Wherein the first auxiliary state variable is set by a power system state variable; the first auxiliary quantity is measured and set by the electric power system quantity; the second auxiliary state variable is set by a hydraulic network state variable; the second auxiliary quantity measurement is set by hydraulic network quantity measurement.
Preferably, the power system hydraulic network state estimation module includes:
the calculation module 1 is used for inputting the measurement of the power system quantity and the measurement of the hydraulic network quantity into a pre-constructed power system hydraulic network state estimation model and calculating a first auxiliary state variable estimation value and a second auxiliary state variable estimation value;
the calculation module 2 is used for calculating a branch phase angle difference estimation value, a node voltage amplitude estimation value and a hydraulic network pipeline pressure head loss estimation value of the power system through nonlinear transformation based on the first auxiliary state variable estimation value and the second auxiliary state variable estimation value;
the calculation module 3 is used for calculating a phase angle estimation value of a node of the electric power system and a pressure head estimation value of a node of the hydraulic network through linear transformation based on the phase angle difference estimation value of the branch of the electric power system and the pressure head loss estimation value of the hydraulic network pipeline;
and the calculating module 4 is used for calculating the estimated values of the branch flow and the node injection flow of the hydraulic network based on the estimated value of the pressure head of the hydraulic network node.
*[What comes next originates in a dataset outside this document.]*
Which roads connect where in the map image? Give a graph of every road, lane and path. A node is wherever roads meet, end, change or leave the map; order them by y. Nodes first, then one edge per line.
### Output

Preferably, the building module of the thermodynamic network state estimation model includes:
the system comprises a thermodynamic network linear measurement equation construction module, a thermodynamic network state variable measurement module and a thermodynamic network measurement module, wherein the thermodynamic network linear measurement equation construction module is used for constructing a thermodynamic network linear measurement equation based on thermodynamic network state variables and thermodynamic network measurement;
the state estimation model building module of the linear weighted minimum absolute value of the thermal network is used for building a state estimation model of the linear weighted minimum absolute value of the thermal network based on the thermal network linear measurement equation;
the constraint construction module is used for setting the flow estimation value of the hydraulic network branch and the node injection flow estimation value as pseudo quantity measurement and determining the temperature constraint among nodes of the thermodynamic network;
and the thermodynamic network state estimation model construction module is used for constructing a thermodynamic network state estimation model based on the state estimation model of the linear weighted minimum absolute value of the thermodynamic network and the constraint.
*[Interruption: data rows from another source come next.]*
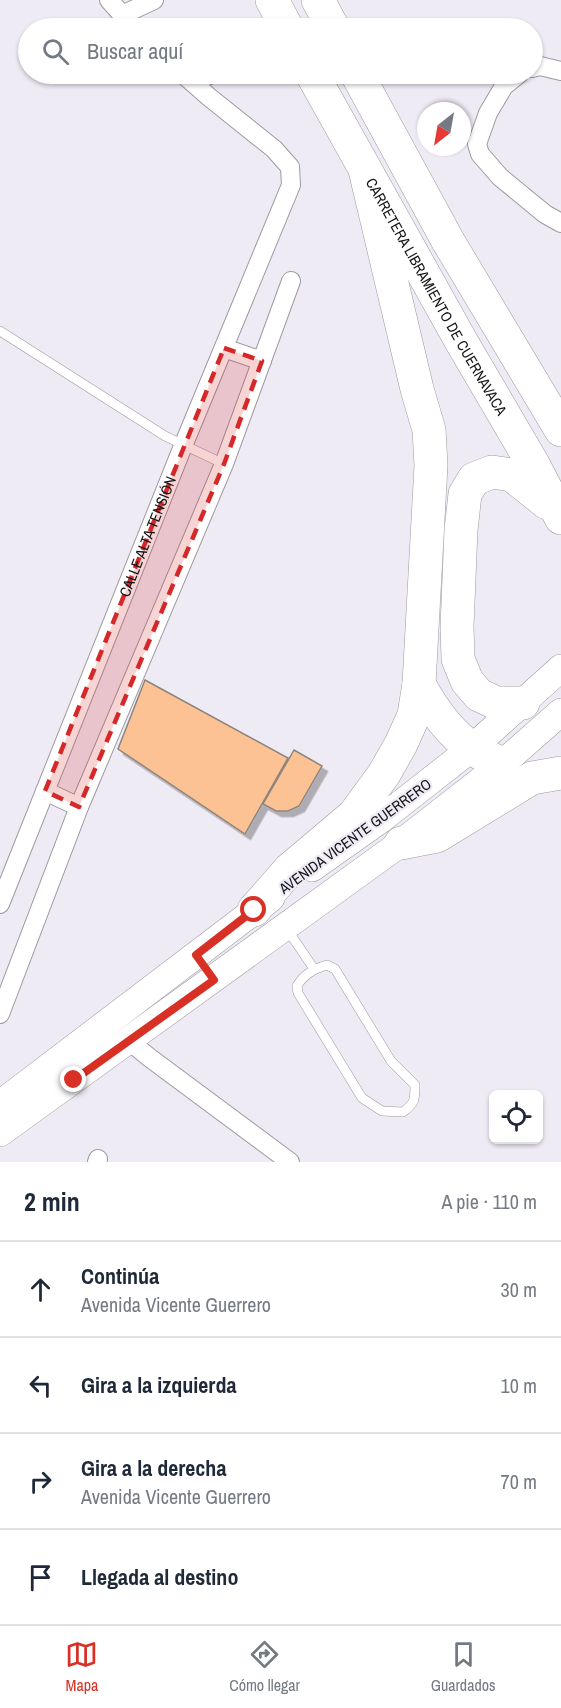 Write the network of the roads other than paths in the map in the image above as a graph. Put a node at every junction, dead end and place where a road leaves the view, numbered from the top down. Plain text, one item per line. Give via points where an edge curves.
1 (109, 0) edge
2 (154, 0) edge
3 (272, 0) edge
4 (318, 0) edge
5 (122, 15) junction
6 (125, 18) edge
7 (282, 18) edge
8 (328, 18) edge
9 (543, 67) edge
10 (561, 71) edge
11 (195, 84) edge
12 (318, 84) edge
13 (362, 84) edge
14 (506, 84) edge
15 (365, 170) junction
16 (561, 223) edge
17 (291, 281) dead end
18 (474, 283) junction
19 (0, 331) edge
20 (225, 348) junction
21 (262, 361) junction
22 (561, 387) edge
23 (561, 430) edge
24 (183, 446) junction
25 (224, 464) junction
26 (560, 516) edge
27 (561, 668) edge
28 (419, 684) junction
29 (523, 703) junction
30 (561, 712) edge
31 (472, 748) junction
32 (502, 764) junction
33 (561, 773) edge
34 (45, 791) junction
35 (79, 807) junction
36 (401, 843) junction
37 (0, 904) edge
38 (254, 910) junction
39 (285, 927) junction
40 (196, 955) junction
41 (315, 969) junction
42 (214, 980) junction
43 (3, 993) edge
44 (0, 1014) edge
45 (129, 1041) junction
46 (0, 1104) edge
47 (0, 1133) edge
48 (290, 1162) edge

1 - 5 street
2 - 5 street
3 - 7 highway
4 - 8 highway
5 - 6 street
9 - 10 street
11 - 20 street, CALLE ALTA TENSIÓN via 290,167 291,185
12 - 15 highway, CARRETERA LIBRAMIENTO DE CUERNAVACA
13 - 18 highway
14 - 16 street via 488,113 477,144 480,154 500,177 544,214
15 - 26 highway, CARRETERA LIBRAMIENTO DE CUERNAVACA
15 - 28 highway via 429,430 431,465
17 - 21 street
18 - 22 highway via 498,296
18 - 23 highway
19 - 24 lane
20 - 21 street
20 - 24 street, CALLE ALTA TENSIÓN
21 - 25 street
24 - 25 lane
24 - 34 street, CALLE ALTA TENSIÓN
25 - 35 street
26 - 29 highway via 512,475 492,472 474,479 465,494 456,626 458,660 467,681 479,695 496,703
27 - 29 main road, AVENIDA VICENTE GUERRERO
28 - 31 highway via 429,704
28 - 38 highway via 414,715 401,744 366,799 354,815 290,869
29 - 31 main road, AVENIDA VICENTE GUERRERO
30 - 32 main road, AVENIDA VICENTE GUERRERO
31 - 32 highway
31 - 38 main road, AVENIDA VICENTE GUERRERO
32 - 36 main road, AVENIDA VICENTE GUERRERO
33 - 36 highway via 532,778 437,836
34 - 35 street
34 - 37 street, CALLE ALTA TENSIÓN
35 - 43 street
36 - 39 main road, AVENIDA VICENTE GUERRERO
38 - 40 main road, AVENIDA VICENTE GUERRERO
39 - 41 lane
39 - 42 main road, AVENIDA VICENTE GUERRERO
40 - 42 main road
40 - 46 main road, AVENIDA VICENTE GUERRERO
41 - 41 lane via 327,965 335,969 391,1061 415,1085 415,1099 410,1107 402,1112 382,1111 362,1098 298,993 301,980
42 - 45 main road, AVENIDA VICENTE GUERRERO
43 - 44 street
45 - 47 main road, AVENIDA VICENTE GUERRERO
45 - 48 street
As will be appreciated by one skilled in the art, embodiments of the present application may be provided as a method, system, or computer program product. Accordingly, the present application may take the form of an entirely hardware embodiment, an entirely software embodiment or an embodiment combining software and hardware aspects. Furthermore, the present application may take the form of a computer program product embodied on one or more computer-usable storage media (including, but not limited to, disk storage, CD-ROM, optical storage, and the like) having computer-usable program code embodied therein.
The present application is described with reference to flowchart illustrations and/or block diagrams of methods, apparatus (systems), and computer program products according to embodiments of the application. It will be understood that each flow and/or block of the flow diagrams and/or block diagrams, and combinations of flows and/or blocks in the flow diagrams and/or block diagrams, can be implemented by computer program instructions. These computer program instructions may be provided to a processor of a general purpose computer, special purpose computer, embedded processor, or other programmable data processing apparatus to produce a machine, such that the instructions, which execute via the processor of the computer or other programmable data processing apparatus, create means for implementing the functions specified in the flowchart flow or flows and/or block diagram block or blocks.
These computer program instructions may also be stored in a computer-readable memory that can direct a computer or other programmable data processing apparatus to function in a particular manner, such that the instructions stored in the computer-readable memory produce an article of manufacture including instruction means which implement the function specified in the flowchart flow or flows and/or block diagram block or blocks.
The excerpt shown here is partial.